Records from a data source:

++++++++++

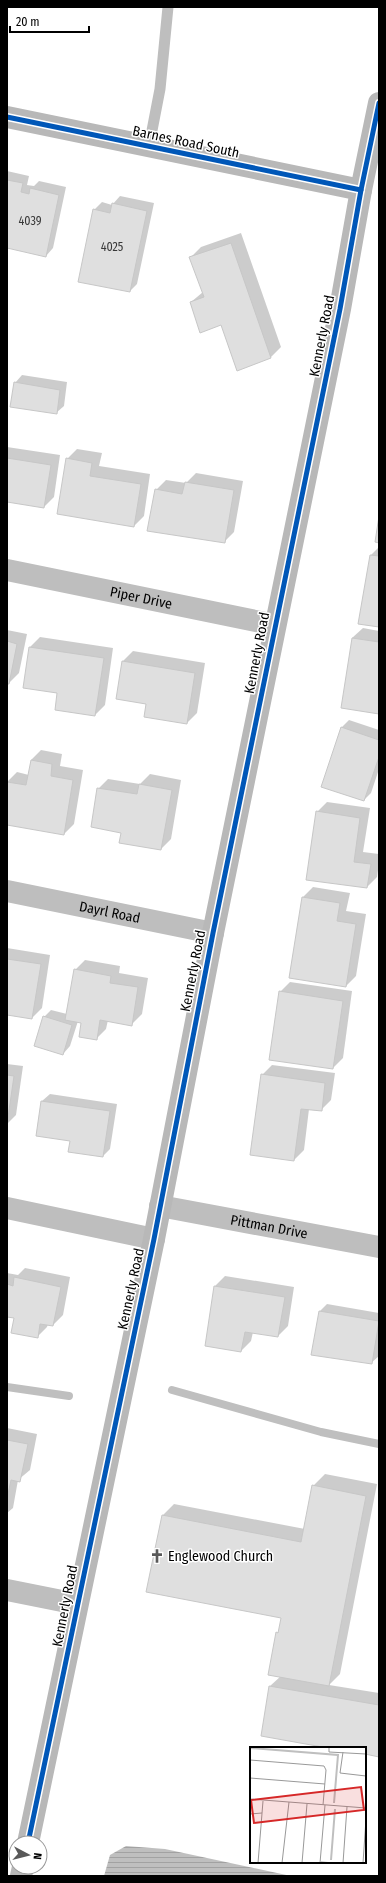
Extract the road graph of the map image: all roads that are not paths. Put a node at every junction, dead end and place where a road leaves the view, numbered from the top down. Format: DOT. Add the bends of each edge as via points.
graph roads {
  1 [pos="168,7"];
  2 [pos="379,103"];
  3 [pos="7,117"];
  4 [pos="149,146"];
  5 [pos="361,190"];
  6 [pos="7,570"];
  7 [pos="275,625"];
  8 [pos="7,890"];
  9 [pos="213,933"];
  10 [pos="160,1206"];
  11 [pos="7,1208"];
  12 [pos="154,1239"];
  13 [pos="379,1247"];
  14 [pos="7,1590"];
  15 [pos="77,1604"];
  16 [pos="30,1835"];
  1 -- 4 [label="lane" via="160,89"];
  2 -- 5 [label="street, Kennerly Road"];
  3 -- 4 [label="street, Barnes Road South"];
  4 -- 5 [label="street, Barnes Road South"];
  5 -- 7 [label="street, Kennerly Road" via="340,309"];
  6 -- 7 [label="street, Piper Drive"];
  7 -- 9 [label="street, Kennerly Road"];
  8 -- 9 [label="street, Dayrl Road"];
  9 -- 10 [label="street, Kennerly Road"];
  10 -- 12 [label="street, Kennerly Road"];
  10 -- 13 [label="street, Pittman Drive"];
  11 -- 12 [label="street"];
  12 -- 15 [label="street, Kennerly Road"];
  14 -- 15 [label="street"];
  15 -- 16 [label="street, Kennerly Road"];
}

++++++++++

What is being asked: The result should be every line of the data, reproduced exactly, with the images removed.

Output for this exercise:
Extract the road graph of the map image: all roads that are not paths. Put a node at every junction, dead end and place where a road leaves the view, numbered from the top down. Format: DOT. Add the bends of each edge as via points.
graph roads {
  1 [pos="168,7"];
  2 [pos="379,103"];
  3 [pos="7,117"];
  4 [pos="149,146"];
  5 [pos="361,190"];
  6 [pos="7,570"];
  7 [pos="275,625"];
  8 [pos="7,890"];
  9 [pos="213,933"];
  10 [pos="160,1206"];
  11 [pos="7,1208"];
  12 [pos="154,1239"];
  13 [pos="379,1247"];
  14 [pos="7,1590"];
  15 [pos="77,1604"];
  16 [pos="30,1835"];
  1 -- 4 [label="lane" via="160,89"];
  2 -- 5 [label="street, Kennerly Road"];
  3 -- 4 [label="street, Barnes Road South"];
  4 -- 5 [label="street, Barnes Road South"];
  5 -- 7 [label="street, Kennerly Road" via="340,309"];
  6 -- 7 [label="street, Piper Drive"];
  7 -- 9 [label="street, Kennerly Road"];
  8 -- 9 [label="street, Dayrl Road"];
  9 -- 10 [label="street, Kennerly Road"];
  10 -- 12 [label="street, Kennerly Road"];
  10 -- 13 [label="street, Pittman Drive"];
  11 -- 12 [label="street"];
  12 -- 15 [label="street, Kennerly Road"];
  14 -- 15 [label="street"];
  15 -- 16 [label="street, Kennerly Road"];
}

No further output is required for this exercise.